StratusLab aims to create an open source and comprehensive “private cloud” distribution, something which doesn’t exist at the moment. Cal Loomis, the project coordinator, outlined some of the advantages of clouds, such the customised environment, rapid access via a simple API plus complete control to install what you want on a ‘pay as you go’ model. The disadvantages include non-standard interfaces and effective cloud lock-in, plus creating a new virtual machine is difficult, there are lots of things that can go wrong along the way.

In StratusLab’s view, grids and clouds are complementary to each other and they are using the best elements of both. The grid’s uniform security model based on PKI certificates means that users don’t need local accounts to access resources.
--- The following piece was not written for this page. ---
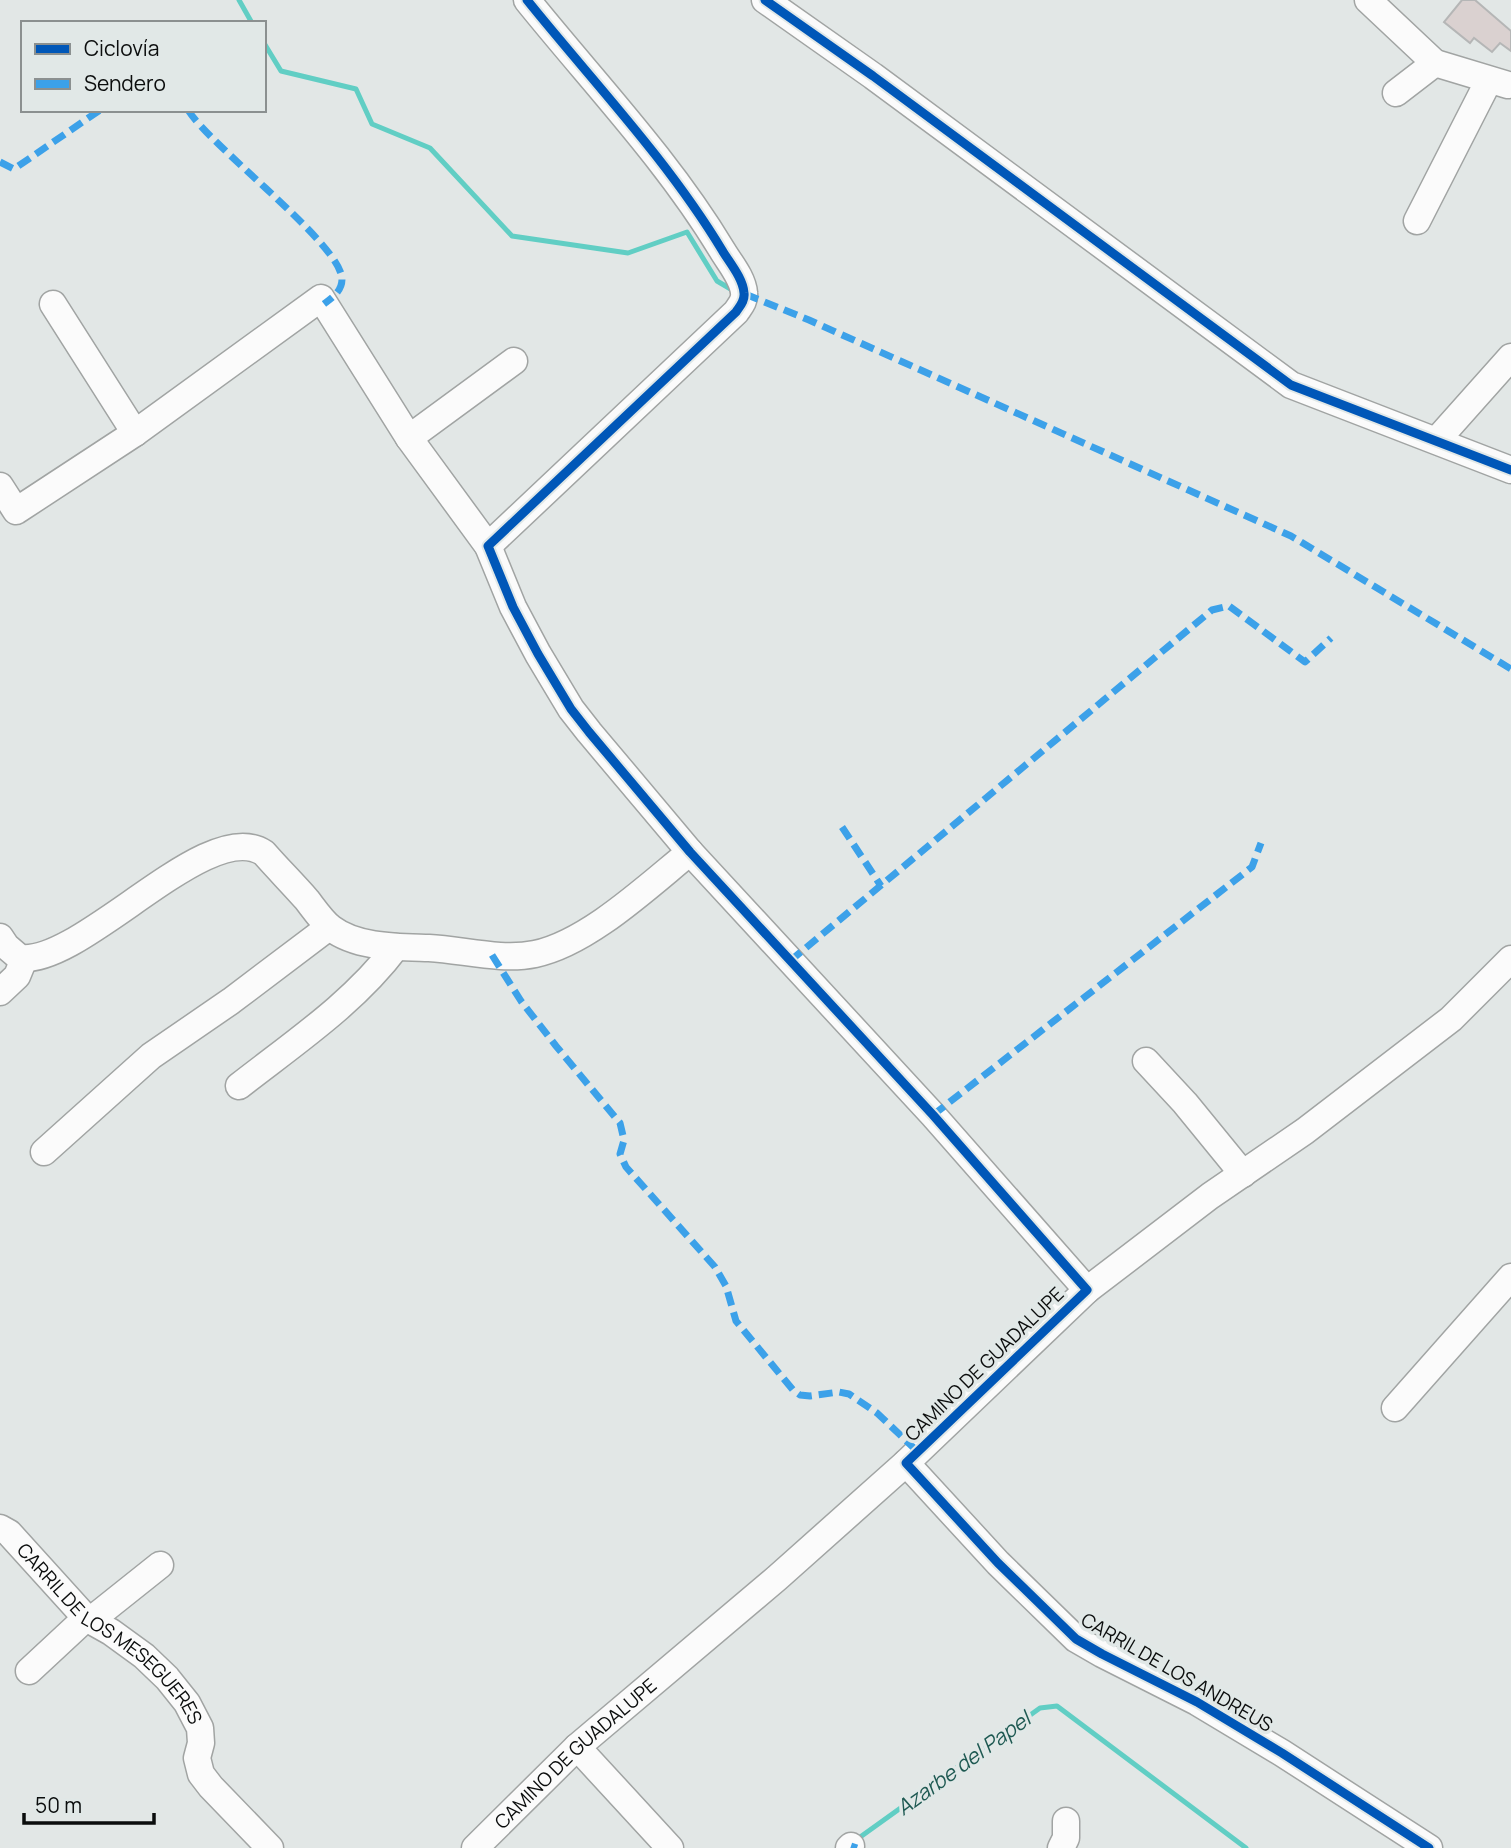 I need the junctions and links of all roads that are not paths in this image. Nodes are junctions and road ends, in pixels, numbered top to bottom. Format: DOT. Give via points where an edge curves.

Grids also share resources, algorithms and expertise in a way that brings distributed resources together to make them look like one unified resource. From clouds, StratusLab brings in the ability to allocate resources dynamically, which grids are weak on, plus the capacity to customise environments. StratusLab has set up a grid resource centre and runs the grid services on top of a cloud API – users can access the resources at either level. From there, they can also bring in public clouds as well, and the users see no difference from using a normal grid resource centre. There are still challenges to solve however – data management, maintaining the illusion of “infinite” resources, building trust between systems administrators and users and distributing resources fairly. 'Pay as you go' for example is more complex in an academic environment, when the funders are usually remote from the researchers doing the work.